Dataset Start Marker

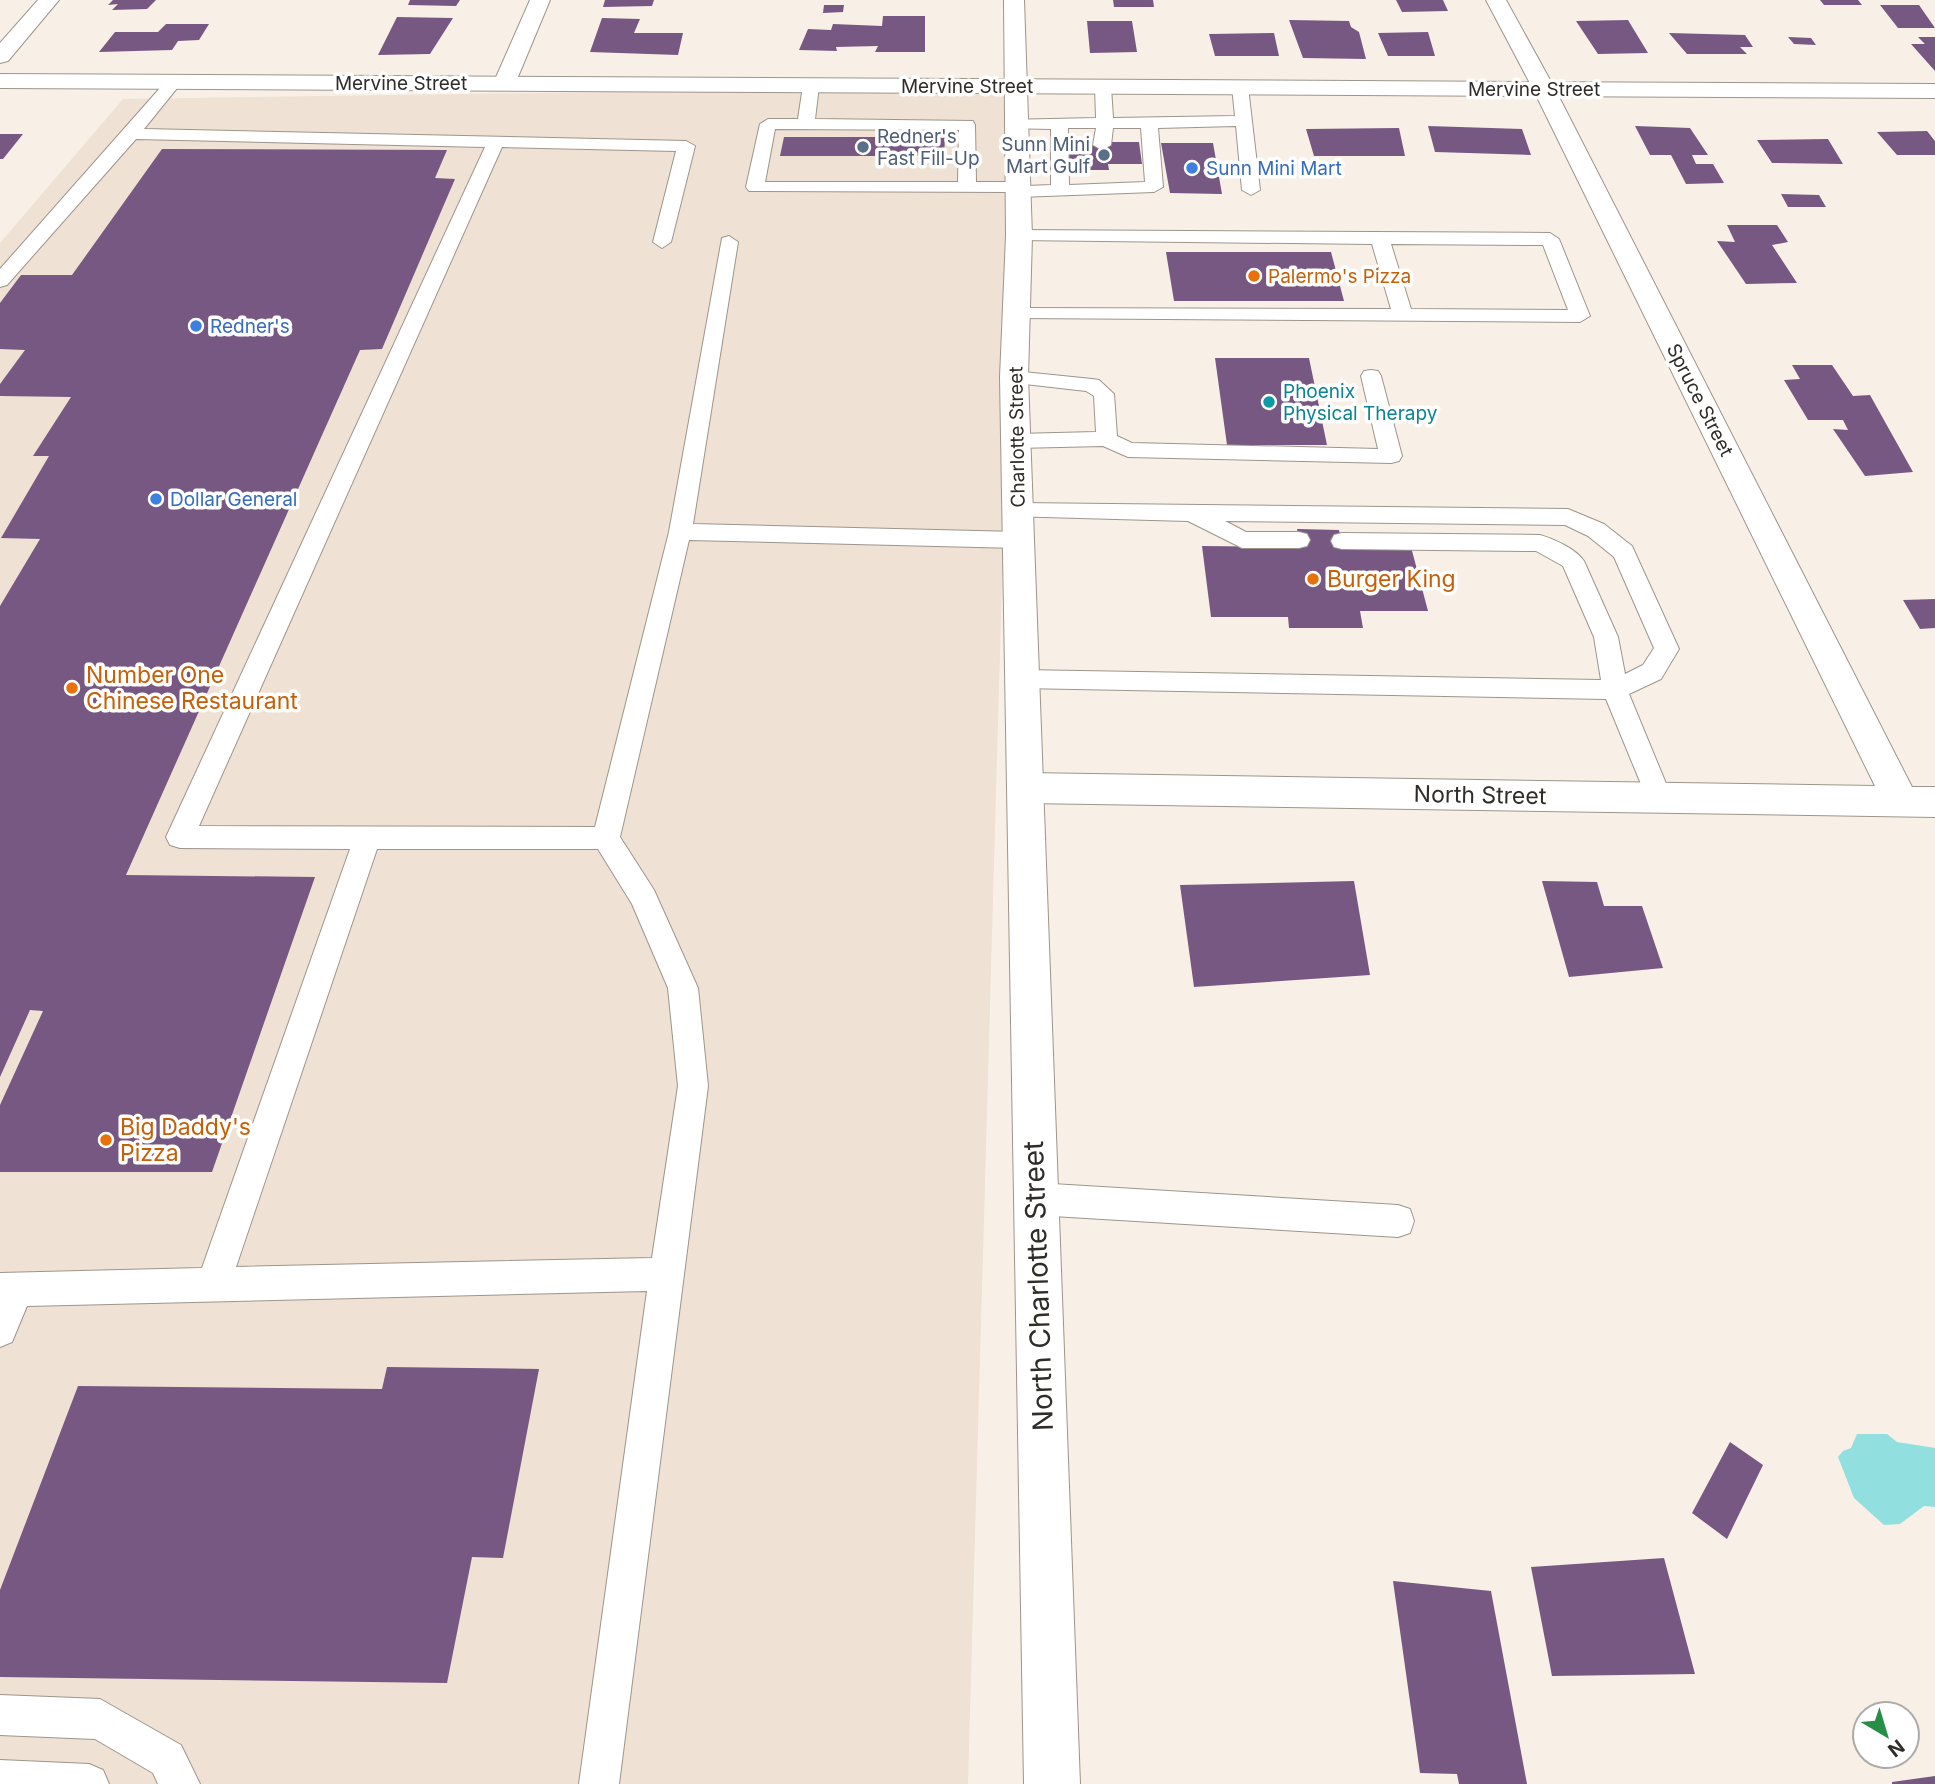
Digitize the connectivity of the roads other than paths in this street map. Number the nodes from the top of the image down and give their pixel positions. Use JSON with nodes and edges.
{"nodes":[{"id":1,"x":49,"y":0,"type":"edge"},
{"id":2,"x":540,"y":0,"type":"edge"},
{"id":3,"x":1014,"y":0,"type":"edge"},
{"id":4,"x":1496,"y":0,"type":"edge"},
{"id":5,"x":0,"y":56,"type":"edge"},
{"id":6,"x":0,"y":81,"type":"edge"},
{"id":7,"x":174,"y":82,"type":"junction"},
{"id":8,"x":504,"y":84,"type":"junction"},
{"id":9,"x":811,"y":86,"type":"junction"},
{"id":10,"x":1016,"y":86,"type":"junction"},
{"id":11,"x":1103,"y":87,"type":"junction"},
{"id":12,"x":1240,"y":87,"type":"junction"},
{"id":13,"x":1544,"y":89,"type":"junction"},
{"id":14,"x":1935,"y":91,"type":"edge"},
{"id":15,"x":1244,"y":121,"type":"junction"},
{"id":16,"x":1149,"y":122,"type":"junction"},
{"id":17,"x":1105,"y":123,"type":"junction"},
{"id":18,"x":1015,"y":124,"type":"junction"},
{"id":19,"x":1059,"y":124,"type":"junction"},
{"id":20,"x":806,"y":125,"type":"junction"},
{"id":21,"x":131,"y":134,"type":"junction"},
{"id":22,"x":496,"y":142,"type":"junction"},
{"id":23,"x":1102,"y":145,"type":"dead end"},
{"id":24,"x":1105,"y":170,"type":"dead end"},
{"id":25,"x":967,"y":188,"type":"junction"},
{"id":26,"x":1107,"y":189,"type":"junction"},
{"id":27,"x":1019,"y":190,"type":"junction"},
{"id":28,"x":1060,"y":190,"type":"junction"},
{"id":29,"x":1251,"y":190,"type":"dead end"},
{"id":30,"x":1019,"y":236,"type":"junction"},
{"id":31,"x":1380,"y":239,"type":"junction"},
{"id":32,"x":662,"y":242,"type":"dead end"},
{"id":33,"x":729,"y":242,"type":"dead end"},
{"id":34,"x":0,"y":281,"type":"edge"},
{"id":35,"x":1017,"y":312,"type":"junction"},
{"id":36,"x":1403,"y":315,"type":"junction"},
{"id":37,"x":1371,"y":376,"type":"dead end"},
{"id":38,"x":1014,"y":377,"type":"junction"},
{"id":39,"x":1107,"y":439,"type":"junction"},
{"id":40,"x":1017,"y":441,"type":"junction"},
{"id":41,"x":1019,"y":511,"type":"junction"},
{"id":42,"x":1191,"y":513,"type":"junction"},
{"id":43,"x":680,"y":532,"type":"junction"},
{"id":44,"x":1018,"y":540,"type":"junction"},
{"id":45,"x":1299,"y":540,"type":"dead end"},
{"id":46,"x":1342,"y":541,"type":"dead end"},
{"id":47,"x":1021,"y":679,"type":"junction"},
{"id":48,"x":1615,"y":691,"type":"junction"},
{"id":49,"x":1026,"y":788,"type":"junction"},
{"id":50,"x":1659,"y":798,"type":"junction"},
{"id":51,"x":1918,"y":802,"type":"edge"},
{"id":52,"x":367,"y":838,"type":"junction"},
{"id":53,"x":606,"y":838,"type":"junction"},
{"id":54,"x":1036,"y":1199,"type":"junction"},
{"id":55,"x":1398,"y":1221,"type":"dead end"},
{"id":56,"x":666,"y":1273,"type":"junction"},
{"id":57,"x":214,"y":1283,"type":"junction"},
{"id":58,"x":9,"y":1289,"type":"edge"},
{"id":59,"x":0,"y":1330,"type":"edge"},
{"id":60,"x":0,"y":1715,"type":"edge"},
{"id":61,"x":0,"y":1780,"type":"edge"},
{"id":62,"x":89,"y":1784,"type":"edge"},
{"id":63,"x":180,"y":1784,"type":"edge"},
{"id":64,"x":598,"y":1784,"type":"edge"},
{"id":65,"x":1052,"y":1784,"type":"edge"}],
"edges":[{"from":1,"to":5,"type":"street"},
{"from":2,"to":8,"type":"street"},
{"from":3,"to":10,"type":"street"},
{"from":4,"to":13,"type":"street","name":"Spruce Street"},
{"from":6,"to":7,"type":"street","name":"Mervine Street"},
{"from":7,"to":8,"type":"street","name":"Mervine Street"},
{"from":7,"to":21,"type":"lane"},
{"from":8,"to":9,"type":"street","name":"Mervine Street"},
{"from":9,"to":10,"type":"street","name":"Mervine Street"},
{"from":9,"to":20,"type":"lane"},
{"from":10,"to":11,"type":"street","name":"Mervine Street"},
{"from":10,"to":18,"type":"street","name":"Charlotte Street"},
{"from":11,"to":12,"type":"street","name":"Mervine Street"},
{"from":11,"to":17,"type":"lane"},
{"from":12,"to":13,"type":"street","name":"Mervine Street"},
{"from":12,"to":15,"type":"lane"},
{"from":13,"to":14,"type":"street","name":"Mervine Street"},
{"from":13,"to":51,"type":"street","name":"Spruce Street"},
{"from":15,"to":16,"type":"lane"},
{"from":15,"to":29,"type":"lane"},
{"from":16,"to":17,"type":"lane"},
{"from":16,"to":26,"type":"lane"},
{"from":17,"to":19,"type":"lane"},
{"from":17,"to":23,"type":"lane"},
{"from":18,"to":19,"type":"lane"},
{"from":18,"to":27,"type":"street","name":"Charlotte Street"},
{"from":19,"to":28,"type":"lane"},
{"from":20,"to":25,"type":"lane"},
{"from":20,"to":25,"type":"lane"},
{"from":21,"to":22,"type":"lane"},
{"from":21,"to":34,"type":"lane"},
{"from":22,"to":32,"type":"lane"},
{"from":22,"to":52,"type":"lane"},
{"from":24,"to":26,"type":"lane"},
{"from":25,"to":27,"type":"lane"},
{"from":26,"to":28,"type":"lane"},
{"from":27,"to":28,"type":"lane"},
{"from":27,"to":30,"type":"street","name":"Charlotte Street"},
{"from":30,"to":31,"type":"lane"},
{"from":30,"to":35,"type":"street","name":"Charlotte Street"},
{"from":31,"to":36,"type":"lane"},
{"from":31,"to":36,"type":"lane"},
{"from":33,"to":43,"type":"lane"},
{"from":35,"to":36,"type":"lane"},
{"from":35,"to":38,"type":"street","name":"Charlotte Street"},
{"from":37,"to":39,"type":"lane"},
{"from":38,"to":39,"type":"lane"},
{"from":38,"to":40,"type":"street","name":"Charlotte Street"},
{"from":39,"to":40,"type":"lane"},
{"from":40,"to":41,"type":"street","name":"Charlotte Street"},
{"from":41,"to":42,"type":"lane"},
{"from":41,"to":44,"type":"street","name":"Charlotte Street"},
{"from":42,"to":45,"type":"lane"},
{"from":42,"to":48,"type":"lane"},
{"from":43,"to":44,"type":"lane"},
{"from":43,"to":53,"type":"lane"},
{"from":44,"to":47,"type":"street","name":"Charlotte Street"},
{"from":46,"to":48,"type":"lane"},
{"from":47,"to":48,"type":"lane"},
{"from":47,"to":49,"type":"street","name":"Charlotte Street"},
{"from":48,"to":50,"type":"lane"},
{"from":49,"to":50,"type":"street","name":"North Street"},
{"from":49,"to":54,"type":"street","name":"North Charlotte Street"},
{"from":50,"to":51,"type":"street","name":"North Street"},
{"from":52,"to":53,"type":"lane"},
{"from":52,"to":57,"type":"lane"},
{"from":53,"to":56,"type":"lane"},
{"from":54,"to":55,"type":"lane"},
{"from":54,"to":65,"type":"street","name":"North Charlotte Street"},
{"from":56,"to":57,"type":"lane"},
{"from":56,"to":64,"type":"lane"},
{"from":57,"to":58,"type":"lane"},
{"from":58,"to":59,"type":"lane"},
{"from":60,"to":63,"type":"lane"},
{"from":61,"to":62,"type":"lane"}]}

Dataset End Marker

* **Your goal**
Set down all entries above again, exactly, without images.

* **Solution for this exercise**
Digitize the connectivity of the roads other than paths in this street map. Number the nodes from the top of the image down and give their pixel positions. Use JSON with nodes and edges.
{"nodes":[{"id":1,"x":49,"y":0,"type":"edge"},
{"id":2,"x":540,"y":0,"type":"edge"},
{"id":3,"x":1014,"y":0,"type":"edge"},
{"id":4,"x":1496,"y":0,"type":"edge"},
{"id":5,"x":0,"y":56,"type":"edge"},
{"id":6,"x":0,"y":81,"type":"edge"},
{"id":7,"x":174,"y":82,"type":"junction"},
{"id":8,"x":504,"y":84,"type":"junction"},
{"id":9,"x":811,"y":86,"type":"junction"},
{"id":10,"x":1016,"y":86,"type":"junction"},
{"id":11,"x":1103,"y":87,"type":"junction"},
{"id":12,"x":1240,"y":87,"type":"junction"},
{"id":13,"x":1544,"y":89,"type":"junction"},
{"id":14,"x":1935,"y":91,"type":"edge"},
{"id":15,"x":1244,"y":121,"type":"junction"},
{"id":16,"x":1149,"y":122,"type":"junction"},
{"id":17,"x":1105,"y":123,"type":"junction"},
{"id":18,"x":1015,"y":124,"type":"junction"},
{"id":19,"x":1059,"y":124,"type":"junction"},
{"id":20,"x":806,"y":125,"type":"junction"},
{"id":21,"x":131,"y":134,"type":"junction"},
{"id":22,"x":496,"y":142,"type":"junction"},
{"id":23,"x":1102,"y":145,"type":"dead end"},
{"id":24,"x":1105,"y":170,"type":"dead end"},
{"id":25,"x":967,"y":188,"type":"junction"},
{"id":26,"x":1107,"y":189,"type":"junction"},
{"id":27,"x":1019,"y":190,"type":"junction"},
{"id":28,"x":1060,"y":190,"type":"junction"},
{"id":29,"x":1251,"y":190,"type":"dead end"},
{"id":30,"x":1019,"y":236,"type":"junction"},
{"id":31,"x":1380,"y":239,"type":"junction"},
{"id":32,"x":662,"y":242,"type":"dead end"},
{"id":33,"x":729,"y":242,"type":"dead end"},
{"id":34,"x":0,"y":281,"type":"edge"},
{"id":35,"x":1017,"y":312,"type":"junction"},
{"id":36,"x":1403,"y":315,"type":"junction"},
{"id":37,"x":1371,"y":376,"type":"dead end"},
{"id":38,"x":1014,"y":377,"type":"junction"},
{"id":39,"x":1107,"y":439,"type":"junction"},
{"id":40,"x":1017,"y":441,"type":"junction"},
{"id":41,"x":1019,"y":511,"type":"junction"},
{"id":42,"x":1191,"y":513,"type":"junction"},
{"id":43,"x":680,"y":532,"type":"junction"},
{"id":44,"x":1018,"y":540,"type":"junction"},
{"id":45,"x":1299,"y":540,"type":"dead end"},
{"id":46,"x":1342,"y":541,"type":"dead end"},
{"id":47,"x":1021,"y":679,"type":"junction"},
{"id":48,"x":1615,"y":691,"type":"junction"},
{"id":49,"x":1026,"y":788,"type":"junction"},
{"id":50,"x":1659,"y":798,"type":"junction"},
{"id":51,"x":1918,"y":802,"type":"edge"},
{"id":52,"x":367,"y":838,"type":"junction"},
{"id":53,"x":606,"y":838,"type":"junction"},
{"id":54,"x":1036,"y":1199,"type":"junction"},
{"id":55,"x":1398,"y":1221,"type":"dead end"},
{"id":56,"x":666,"y":1273,"type":"junction"},
{"id":57,"x":214,"y":1283,"type":"junction"},
{"id":58,"x":9,"y":1289,"type":"edge"},
{"id":59,"x":0,"y":1330,"type":"edge"},
{"id":60,"x":0,"y":1715,"type":"edge"},
{"id":61,"x":0,"y":1780,"type":"edge"},
{"id":62,"x":89,"y":1784,"type":"edge"},
{"id":63,"x":180,"y":1784,"type":"edge"},
{"id":64,"x":598,"y":1784,"type":"edge"},
{"id":65,"x":1052,"y":1784,"type":"edge"}],
"edges":[{"from":1,"to":5,"type":"street"},
{"from":2,"to":8,"type":"street"},
{"from":3,"to":10,"type":"street"},
{"from":4,"to":13,"type":"street","name":"Spruce Street"},
{"from":6,"to":7,"type":"street","name":"Mervine Street"},
{"from":7,"to":8,"type":"street","name":"Mervine Street"},
{"from":7,"to":21,"type":"lane"},
{"from":8,"to":9,"type":"street","name":"Mervine Street"},
{"from":9,"to":10,"type":"street","name":"Mervine Street"},
{"from":9,"to":20,"type":"lane"},
{"from":10,"to":11,"type":"street","name":"Mervine Street"},
{"from":10,"to":18,"type":"street","name":"Charlotte Street"},
{"from":11,"to":12,"type":"street","name":"Mervine Street"},
{"from":11,"to":17,"type":"lane"},
{"from":12,"to":13,"type":"street","name":"Mervine Street"},
{"from":12,"to":15,"type":"lane"},
{"from":13,"to":14,"type":"street","name":"Mervine Street"},
{"from":13,"to":51,"type":"street","name":"Spruce Street"},
{"from":15,"to":16,"type":"lane"},
{"from":15,"to":29,"type":"lane"},
{"from":16,"to":17,"type":"lane"},
{"from":16,"to":26,"type":"lane"},
{"from":17,"to":19,"type":"lane"},
{"from":17,"to":23,"type":"lane"},
{"from":18,"to":19,"type":"lane"},
{"from":18,"to":27,"type":"street","name":"Charlotte Street"},
{"from":19,"to":28,"type":"lane"},
{"from":20,"to":25,"type":"lane"},
{"from":20,"to":25,"type":"lane"},
{"from":21,"to":22,"type":"lane"},
{"from":21,"to":34,"type":"lane"},
{"from":22,"to":32,"type":"lane"},
{"from":22,"to":52,"type":"lane"},
{"from":24,"to":26,"type":"lane"},
{"from":25,"to":27,"type":"lane"},
{"from":26,"to":28,"type":"lane"},
{"from":27,"to":28,"type":"lane"},
{"from":27,"to":30,"type":"street","name":"Charlotte Street"},
{"from":30,"to":31,"type":"lane"},
{"from":30,"to":35,"type":"street","name":"Charlotte Street"},
{"from":31,"to":36,"type":"lane"},
{"from":31,"to":36,"type":"lane"},
{"from":33,"to":43,"type":"lane"},
{"from":35,"to":36,"type":"lane"},
{"from":35,"to":38,"type":"street","name":"Charlotte Street"},
{"from":37,"to":39,"type":"lane"},
{"from":38,"to":39,"type":"lane"},
{"from":38,"to":40,"type":"street","name":"Charlotte Street"},
{"from":39,"to":40,"type":"lane"},
{"from":40,"to":41,"type":"street","name":"Charlotte Street"},
{"from":41,"to":42,"type":"lane"},
{"from":41,"to":44,"type":"street","name":"Charlotte Street"},
{"from":42,"to":45,"type":"lane"},
{"from":42,"to":48,"type":"lane"},
{"from":43,"to":44,"type":"lane"},
{"from":43,"to":53,"type":"lane"},
{"from":44,"to":47,"type":"street","name":"Charlotte Street"},
{"from":46,"to":48,"type":"lane"},
{"from":47,"to":48,"type":"lane"},
{"from":47,"to":49,"type":"street","name":"Charlotte Street"},
{"from":48,"to":50,"type":"lane"},
{"from":49,"to":50,"type":"street","name":"North Street"},
{"from":49,"to":54,"type":"street","name":"North Charlotte Street"},
{"from":50,"to":51,"type":"street","name":"North Street"},
{"from":52,"to":53,"type":"lane"},
{"from":52,"to":57,"type":"lane"},
{"from":53,"to":56,"type":"lane"},
{"from":54,"to":55,"type":"lane"},
{"from":54,"to":65,"type":"street","name":"North Charlotte Street"},
{"from":56,"to":57,"type":"lane"},
{"from":56,"to":64,"type":"lane"},
{"from":57,"to":58,"type":"lane"},
{"from":58,"to":59,"type":"lane"},
{"from":60,"to":63,"type":"lane"},
{"from":61,"to":62,"type":"lane"}]}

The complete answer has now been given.